Government Code section 70373, subdivision (a)(1), states, in relevant part: “To ensure and maintain adequate funding for court facilities, an assessment shall be imposed on every conviction for a criminal offense, including a traffic offense, except parking offenses as defined in subdivision (i) of Section 1463 of the Penal Code, involving a violation of a section of the Vehicle Code or any local ordinance adopted pursuant to the Vehicle Code. The assessment shall be imposed in the amount of thirty dollars ($30) for each misdemeanor or felony and in the amount of thirty-five dollars ($35) for each infraction.”
“[A] prohibited ex post facto law is a retrospective statute that increases a punishment beyond that applicable at the time the crime was committed.” (People v. High (2004) 119 Cal.App.4th 1192, 1195 (High).)In High, the court held a surcharge on fines for theft-related offenses imposed under section 1465.7 and a court facilities construction penalty imposed under Government Code section 70372 were penal in nature because they were calculated on size and severity of the base fine and they were termed a “penalty.” (High, supra, 119 Cal.App.4th at pp. 1197-1198.)
In People v. Alford (2007) 42 Cal.4th 749 (Alford), the California Supreme Court held section 1465.8’s security fee was not an ex post fact law because its purpose was to fund court security, a non-punitive objective, the amount of the fee was not dependent on the seriousness of the offense, and it was labeled a “fee” and not a “fine.” (Alford, supra, 42 Cal.4th 749 at pp. 755-759.)

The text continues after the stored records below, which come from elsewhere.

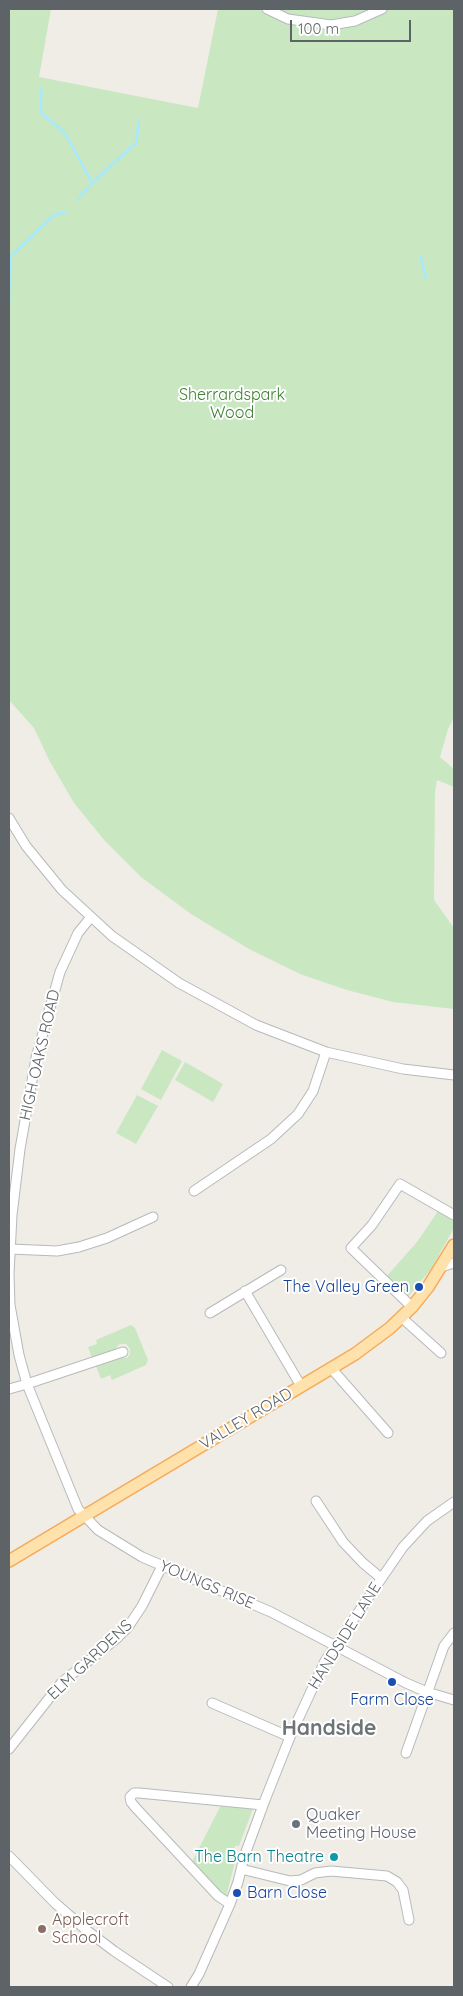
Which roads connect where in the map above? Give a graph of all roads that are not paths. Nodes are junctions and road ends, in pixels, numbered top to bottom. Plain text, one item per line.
1 (267, 9) edge
2 (382, 9) edge
3 (9, 818) edge
4 (90, 917) junction
5 (326, 1052) junction
6 (454, 1075) edge
7 (194, 1191) dead end
8 (454, 1215) edge
9 (152, 1217) dead end
10 (454, 1245) edge
11 (10, 1249) edge
12 (454, 1263) edge
13 (442, 1267) junction
14 (280, 1270) dead end
15 (245, 1291) junction
16 (412, 1307) junction
17 (210, 1313) dead end
18 (402, 1317) junction
19 (123, 1352) dead end
20 (440, 1353) dead end
21 (331, 1368) junction
22 (27, 1384) junction
23 (301, 1386) junction
24 (9, 1389) edge
25 (388, 1433) dead end
26 (316, 1501) dead end
27 (454, 1502) edge
28 (83, 1516) junction
29 (9, 1561) edge
30 (162, 1566) junction
31 (381, 1578) junction
32 (454, 1633) edge
33 (335, 1646) junction
34 (427, 1692) junction
35 (454, 1700) edge
36 (212, 1703) dead end
37 (290, 1737) junction
38 (9, 1749) edge
39 (406, 1753) dead end
40 (263, 1805) junction
41 (9, 1856) edge
42 (241, 1869) junction
43 (230, 1904) junction
44 (409, 1920) dead end
45 (168, 1987) edge
46 (191, 1987) edge

1 - 2 street
3 - 4 street
4 - 5 street
4 - 11 street, HIGH OAKS ROAD
5 - 6 street
5 - 7 street
8 - 16 street
9 - 11 street
10 - 13 main road, VALLEY ROAD
11 - 22 street, HIGH OAKS ROAD
12 - 13 street
13 - 16 main road, VALLEY ROAD
14 - 15 street
15 - 17 street
15 - 23 street
16 - 18 main road, VALLEY ROAD
18 - 20 street
18 - 21 main road, VALLEY ROAD
19 - 22 street
21 - 23 main road, VALLEY ROAD
21 - 25 street
22 - 24 street
22 - 28 street, HIGH OAKS ROAD
23 - 28 main road, VALLEY ROAD
26 - 31 street
27 - 31 street, HANDSIDE LANE
28 - 29 main road, VALLEY ROAD
28 - 30 street, YOUNGS RISE
30 - 33 street, YOUNGS RISE
30 - 38 street, ELM GARDENS
31 - 33 street, HANDSIDE LANE
32 - 34 street
33 - 34 street, YOUNGS RISE
33 - 37 street, HANDSIDE LANE
34 - 35 street, YOUNGS RISE
34 - 39 street
36 - 37 street
37 - 40 street, HANDSIDE LANE
40 - 42 street, HANDSIDE LANE
40 - 43 street
41 - 45 street
42 - 43 street, HANDSIDE LANE
42 - 44 street
43 - 46 street, HANDSIDE LANE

In People v. Brooks (2009) 175 Cal.App.4th Supp. 1 (Brooks), the court addressed the same issue we have here. The court reasoned the Government Code section 70373, subdivision (a)(1), assessment is more like the fee approved in Alford than the penalty and surcharge invalidated in High, because among other things Government Code section 70373, subdivision (a)(1)’s purpose is to maintain adequate funding for court facilities and not to punish, it is termed an “assessment” and not a fine or a penalty, and the assessment amount is not dependent on the seriousness of the offense. (Brooks, supra, 175 Cal.App.4th Supp. at p. 3.) The court held Government Code section 70373, subdivision (a)(1), is not punitive and was not a prohibited ex post facto law. (Brooks, supra, 175 Cal.App.4th Supp. at p. 5.) The Brooks court’s reasoning is sound, and we conclude Government Code section 70373, subdivision (a)(1), does not violate the ex post facto clause because it is not punitive in nature.
DISPOSITION
The judgment is affirmed.
WE CONCUR: BEDSWORTH, ACTING P. J., MOORE, J.